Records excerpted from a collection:
--- START ---
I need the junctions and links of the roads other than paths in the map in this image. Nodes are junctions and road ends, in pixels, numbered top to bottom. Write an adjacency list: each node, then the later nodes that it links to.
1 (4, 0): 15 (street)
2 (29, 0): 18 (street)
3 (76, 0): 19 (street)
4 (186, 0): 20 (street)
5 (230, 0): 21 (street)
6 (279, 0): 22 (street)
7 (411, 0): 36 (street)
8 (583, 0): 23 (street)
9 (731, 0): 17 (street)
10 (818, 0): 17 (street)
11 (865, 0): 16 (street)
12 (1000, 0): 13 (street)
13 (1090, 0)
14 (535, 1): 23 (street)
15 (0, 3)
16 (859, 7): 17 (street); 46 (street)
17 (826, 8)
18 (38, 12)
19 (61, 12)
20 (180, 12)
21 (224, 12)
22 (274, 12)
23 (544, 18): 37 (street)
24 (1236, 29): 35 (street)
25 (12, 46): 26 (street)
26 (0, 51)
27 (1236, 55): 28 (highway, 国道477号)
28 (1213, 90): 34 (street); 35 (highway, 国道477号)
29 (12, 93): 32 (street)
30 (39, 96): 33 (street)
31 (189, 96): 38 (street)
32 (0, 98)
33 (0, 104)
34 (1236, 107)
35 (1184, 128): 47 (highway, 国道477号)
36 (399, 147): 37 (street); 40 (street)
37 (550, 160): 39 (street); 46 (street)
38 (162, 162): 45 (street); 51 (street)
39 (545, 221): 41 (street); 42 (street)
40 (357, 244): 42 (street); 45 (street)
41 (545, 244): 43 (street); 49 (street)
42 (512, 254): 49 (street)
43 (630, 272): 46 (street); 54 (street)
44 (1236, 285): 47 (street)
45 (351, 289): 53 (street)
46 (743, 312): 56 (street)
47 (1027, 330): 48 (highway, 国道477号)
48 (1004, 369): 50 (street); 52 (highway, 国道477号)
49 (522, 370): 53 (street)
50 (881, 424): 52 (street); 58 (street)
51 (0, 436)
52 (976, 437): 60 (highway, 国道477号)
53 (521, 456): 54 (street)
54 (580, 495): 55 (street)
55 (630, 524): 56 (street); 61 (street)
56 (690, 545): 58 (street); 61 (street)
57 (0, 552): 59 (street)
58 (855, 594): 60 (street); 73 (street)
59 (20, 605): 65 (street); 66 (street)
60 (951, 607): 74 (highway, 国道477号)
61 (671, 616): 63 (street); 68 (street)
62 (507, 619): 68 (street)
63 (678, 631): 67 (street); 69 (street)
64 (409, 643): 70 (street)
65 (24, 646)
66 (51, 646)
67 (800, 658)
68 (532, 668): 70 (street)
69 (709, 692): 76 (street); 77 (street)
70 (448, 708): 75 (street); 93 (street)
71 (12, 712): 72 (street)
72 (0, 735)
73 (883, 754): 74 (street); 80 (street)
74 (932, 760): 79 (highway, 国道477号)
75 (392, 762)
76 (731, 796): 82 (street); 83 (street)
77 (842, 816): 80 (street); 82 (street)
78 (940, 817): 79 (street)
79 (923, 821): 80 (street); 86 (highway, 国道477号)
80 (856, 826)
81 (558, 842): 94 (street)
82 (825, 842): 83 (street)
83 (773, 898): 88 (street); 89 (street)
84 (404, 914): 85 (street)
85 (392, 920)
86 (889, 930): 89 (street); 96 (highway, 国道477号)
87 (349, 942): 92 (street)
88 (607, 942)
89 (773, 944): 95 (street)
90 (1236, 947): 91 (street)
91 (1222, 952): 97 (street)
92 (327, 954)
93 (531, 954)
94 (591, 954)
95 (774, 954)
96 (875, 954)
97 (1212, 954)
--- END ---
▸ EXERCISE AIM:
Check every line above for the string "highway" and state how many have it, with no other words.

▸ TASK OUTPUT:
10